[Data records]
· · · ·
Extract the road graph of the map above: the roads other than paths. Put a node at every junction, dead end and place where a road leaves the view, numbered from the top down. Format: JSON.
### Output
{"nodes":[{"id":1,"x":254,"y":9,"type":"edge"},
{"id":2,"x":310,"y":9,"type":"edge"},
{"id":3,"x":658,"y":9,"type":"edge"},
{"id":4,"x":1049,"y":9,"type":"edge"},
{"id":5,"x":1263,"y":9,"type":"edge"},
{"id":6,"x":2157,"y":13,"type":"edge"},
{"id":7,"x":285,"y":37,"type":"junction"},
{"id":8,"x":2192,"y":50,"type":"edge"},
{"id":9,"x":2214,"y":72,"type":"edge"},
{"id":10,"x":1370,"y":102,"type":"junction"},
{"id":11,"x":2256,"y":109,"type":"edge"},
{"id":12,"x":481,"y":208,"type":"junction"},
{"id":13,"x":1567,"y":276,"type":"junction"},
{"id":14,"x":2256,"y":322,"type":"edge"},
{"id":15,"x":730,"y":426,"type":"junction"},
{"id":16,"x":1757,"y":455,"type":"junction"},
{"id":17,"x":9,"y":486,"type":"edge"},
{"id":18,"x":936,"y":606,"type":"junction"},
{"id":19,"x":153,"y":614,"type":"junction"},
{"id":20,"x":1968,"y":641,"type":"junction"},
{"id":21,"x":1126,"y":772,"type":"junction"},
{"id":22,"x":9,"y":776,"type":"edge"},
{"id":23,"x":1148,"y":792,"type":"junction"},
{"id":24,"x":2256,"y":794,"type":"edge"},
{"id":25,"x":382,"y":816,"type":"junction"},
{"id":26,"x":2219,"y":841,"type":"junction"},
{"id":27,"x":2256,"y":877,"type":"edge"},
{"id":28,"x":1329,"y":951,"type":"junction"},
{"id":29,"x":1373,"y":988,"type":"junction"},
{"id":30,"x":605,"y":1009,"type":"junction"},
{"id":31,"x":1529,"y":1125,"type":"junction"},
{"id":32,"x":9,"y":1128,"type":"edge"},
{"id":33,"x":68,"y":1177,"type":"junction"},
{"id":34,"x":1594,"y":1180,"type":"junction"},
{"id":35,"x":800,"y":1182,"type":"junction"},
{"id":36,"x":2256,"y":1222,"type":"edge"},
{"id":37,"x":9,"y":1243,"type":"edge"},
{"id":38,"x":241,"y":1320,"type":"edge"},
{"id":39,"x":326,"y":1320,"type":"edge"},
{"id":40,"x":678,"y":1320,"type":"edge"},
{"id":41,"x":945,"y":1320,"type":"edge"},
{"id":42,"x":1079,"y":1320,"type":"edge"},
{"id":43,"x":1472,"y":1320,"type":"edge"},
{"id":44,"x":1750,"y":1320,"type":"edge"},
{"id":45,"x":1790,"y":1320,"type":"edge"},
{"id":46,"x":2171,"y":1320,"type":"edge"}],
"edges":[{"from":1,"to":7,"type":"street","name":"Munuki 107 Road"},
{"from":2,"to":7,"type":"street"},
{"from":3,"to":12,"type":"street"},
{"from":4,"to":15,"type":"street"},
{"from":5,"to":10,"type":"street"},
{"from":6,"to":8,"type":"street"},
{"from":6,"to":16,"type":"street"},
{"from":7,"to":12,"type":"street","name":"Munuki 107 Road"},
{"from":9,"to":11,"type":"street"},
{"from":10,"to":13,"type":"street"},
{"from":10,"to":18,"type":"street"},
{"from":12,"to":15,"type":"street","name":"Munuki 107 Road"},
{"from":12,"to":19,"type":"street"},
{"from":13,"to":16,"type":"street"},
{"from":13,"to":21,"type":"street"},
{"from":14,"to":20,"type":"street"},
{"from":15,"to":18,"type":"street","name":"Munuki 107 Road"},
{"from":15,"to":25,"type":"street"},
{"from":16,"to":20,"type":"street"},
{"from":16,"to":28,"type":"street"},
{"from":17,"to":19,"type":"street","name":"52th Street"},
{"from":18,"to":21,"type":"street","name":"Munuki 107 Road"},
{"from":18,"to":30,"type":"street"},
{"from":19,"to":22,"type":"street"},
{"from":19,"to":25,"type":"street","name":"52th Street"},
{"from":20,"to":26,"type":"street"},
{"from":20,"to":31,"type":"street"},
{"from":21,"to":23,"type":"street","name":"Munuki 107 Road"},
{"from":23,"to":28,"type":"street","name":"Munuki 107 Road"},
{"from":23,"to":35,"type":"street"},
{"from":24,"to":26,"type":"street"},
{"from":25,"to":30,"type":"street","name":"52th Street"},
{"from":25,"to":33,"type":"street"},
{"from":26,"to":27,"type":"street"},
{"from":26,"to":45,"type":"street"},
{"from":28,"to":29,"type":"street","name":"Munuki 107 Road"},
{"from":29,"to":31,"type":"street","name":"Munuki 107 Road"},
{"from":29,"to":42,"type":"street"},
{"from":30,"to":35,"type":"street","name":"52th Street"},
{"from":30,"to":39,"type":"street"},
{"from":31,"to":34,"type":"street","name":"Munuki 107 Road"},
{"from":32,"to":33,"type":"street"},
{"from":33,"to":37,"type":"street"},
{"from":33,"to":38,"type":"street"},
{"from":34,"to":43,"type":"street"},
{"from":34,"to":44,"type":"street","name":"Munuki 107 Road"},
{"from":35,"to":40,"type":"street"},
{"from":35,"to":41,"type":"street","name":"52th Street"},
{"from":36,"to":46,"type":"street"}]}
· · · ·
All the entries above are to be transcribed without any alteration.

Extract the road graph of the map above: the roads other than paths. Put a node at every junction, dead end and place where a road leaves the view, numbered from the top down. Format: JSON.
### Output
{"nodes":[{"id":1,"x":254,"y":9,"type":"edge"},
{"id":2,"x":310,"y":9,"type":"edge"},
{"id":3,"x":658,"y":9,"type":"edge"},
{"id":4,"x":1049,"y":9,"type":"edge"},
{"id":5,"x":1263,"y":9,"type":"edge"},
{"id":6,"x":2157,"y":13,"type":"edge"},
{"id":7,"x":285,"y":37,"type":"junction"},
{"id":8,"x":2192,"y":50,"type":"edge"},
{"id":9,"x":2214,"y":72,"type":"edge"},
{"id":10,"x":1370,"y":102,"type":"junction"},
{"id":11,"x":2256,"y":109,"type":"edge"},
{"id":12,"x":481,"y":208,"type":"junction"},
{"id":13,"x":1567,"y":276,"type":"junction"},
{"id":14,"x":2256,"y":322,"type":"edge"},
{"id":15,"x":730,"y":426,"type":"junction"},
{"id":16,"x":1757,"y":455,"type":"junction"},
{"id":17,"x":9,"y":486,"type":"edge"},
{"id":18,"x":936,"y":606,"type":"junction"},
{"id":19,"x":153,"y":614,"type":"junction"},
{"id":20,"x":1968,"y":641,"type":"junction"},
{"id":21,"x":1126,"y":772,"type":"junction"},
{"id":22,"x":9,"y":776,"type":"edge"},
{"id":23,"x":1148,"y":792,"type":"junction"},
{"id":24,"x":2256,"y":794,"type":"edge"},
{"id":25,"x":382,"y":816,"type":"junction"},
{"id":26,"x":2219,"y":841,"type":"junction"},
{"id":27,"x":2256,"y":877,"type":"edge"},
{"id":28,"x":1329,"y":951,"type":"junction"},
{"id":29,"x":1373,"y":988,"type":"junction"},
{"id":30,"x":605,"y":1009,"type":"junction"},
{"id":31,"x":1529,"y":1125,"type":"junction"},
{"id":32,"x":9,"y":1128,"type":"edge"},
{"id":33,"x":68,"y":1177,"type":"junction"},
{"id":34,"x":1594,"y":1180,"type":"junction"},
{"id":35,"x":800,"y":1182,"type":"junction"},
{"id":36,"x":2256,"y":1222,"type":"edge"},
{"id":37,"x":9,"y":1243,"type":"edge"},
{"id":38,"x":241,"y":1320,"type":"edge"},
{"id":39,"x":326,"y":1320,"type":"edge"},
{"id":40,"x":678,"y":1320,"type":"edge"},
{"id":41,"x":945,"y":1320,"type":"edge"},
{"id":42,"x":1079,"y":1320,"type":"edge"},
{"id":43,"x":1472,"y":1320,"type":"edge"},
{"id":44,"x":1750,"y":1320,"type":"edge"},
{"id":45,"x":1790,"y":1320,"type":"edge"},
{"id":46,"x":2171,"y":1320,"type":"edge"}],
"edges":[{"from":1,"to":7,"type":"street","name":"Munuki 107 Road"},
{"from":2,"to":7,"type":"street"},
{"from":3,"to":12,"type":"street"},
{"from":4,"to":15,"type":"street"},
{"from":5,"to":10,"type":"street"},
{"from":6,"to":8,"type":"street"},
{"from":6,"to":16,"type":"street"},
{"from":7,"to":12,"type":"street","name":"Munuki 107 Road"},
{"from":9,"to":11,"type":"street"},
{"from":10,"to":13,"type":"street"},
{"from":10,"to":18,"type":"street"},
{"from":12,"to":15,"type":"street","name":"Munuki 107 Road"},
{"from":12,"to":19,"type":"street"},
{"from":13,"to":16,"type":"street"},
{"from":13,"to":21,"type":"street"},
{"from":14,"to":20,"type":"street"},
{"from":15,"to":18,"type":"street","name":"Munuki 107 Road"},
{"from":15,"to":25,"type":"street"},
{"from":16,"to":20,"type":"street"},
{"from":16,"to":28,"type":"street"},
{"from":17,"to":19,"type":"street","name":"52th Street"},
{"from":18,"to":21,"type":"street","name":"Munuki 107 Road"},
{"from":18,"to":30,"type":"street"},
{"from":19,"to":22,"type":"street"},
{"from":19,"to":25,"type":"street","name":"52th Street"},
{"from":20,"to":26,"type":"street"},
{"from":20,"to":31,"type":"street"},
{"from":21,"to":23,"type":"street","name":"Munuki 107 Road"},
{"from":23,"to":28,"type":"street","name":"Munuki 107 Road"},
{"from":23,"to":35,"type":"street"},
{"from":24,"to":26,"type":"street"},
{"from":25,"to":30,"type":"street","name":"52th Street"},
{"from":25,"to":33,"type":"street"},
{"from":26,"to":27,"type":"street"},
{"from":26,"to":45,"type":"street"},
{"from":28,"to":29,"type":"street","name":"Munuki 107 Road"},
{"from":29,"to":31,"type":"street","name":"Munuki 107 Road"},
{"from":29,"to":42,"type":"street"},
{"from":30,"to":35,"type":"street","name":"52th Street"},
{"from":30,"to":39,"type":"street"},
{"from":31,"to":34,"type":"street","name":"Munuki 107 Road"},
{"from":32,"to":33,"type":"street"},
{"from":33,"to":37,"type":"street"},
{"from":33,"to":38,"type":"street"},
{"from":34,"to":43,"type":"street"},
{"from":34,"to":44,"type":"street","name":"Munuki 107 Road"},
{"from":35,"to":40,"type":"street"},
{"from":35,"to":41,"type":"street","name":"52th Street"},
{"from":36,"to":46,"type":"street"}]}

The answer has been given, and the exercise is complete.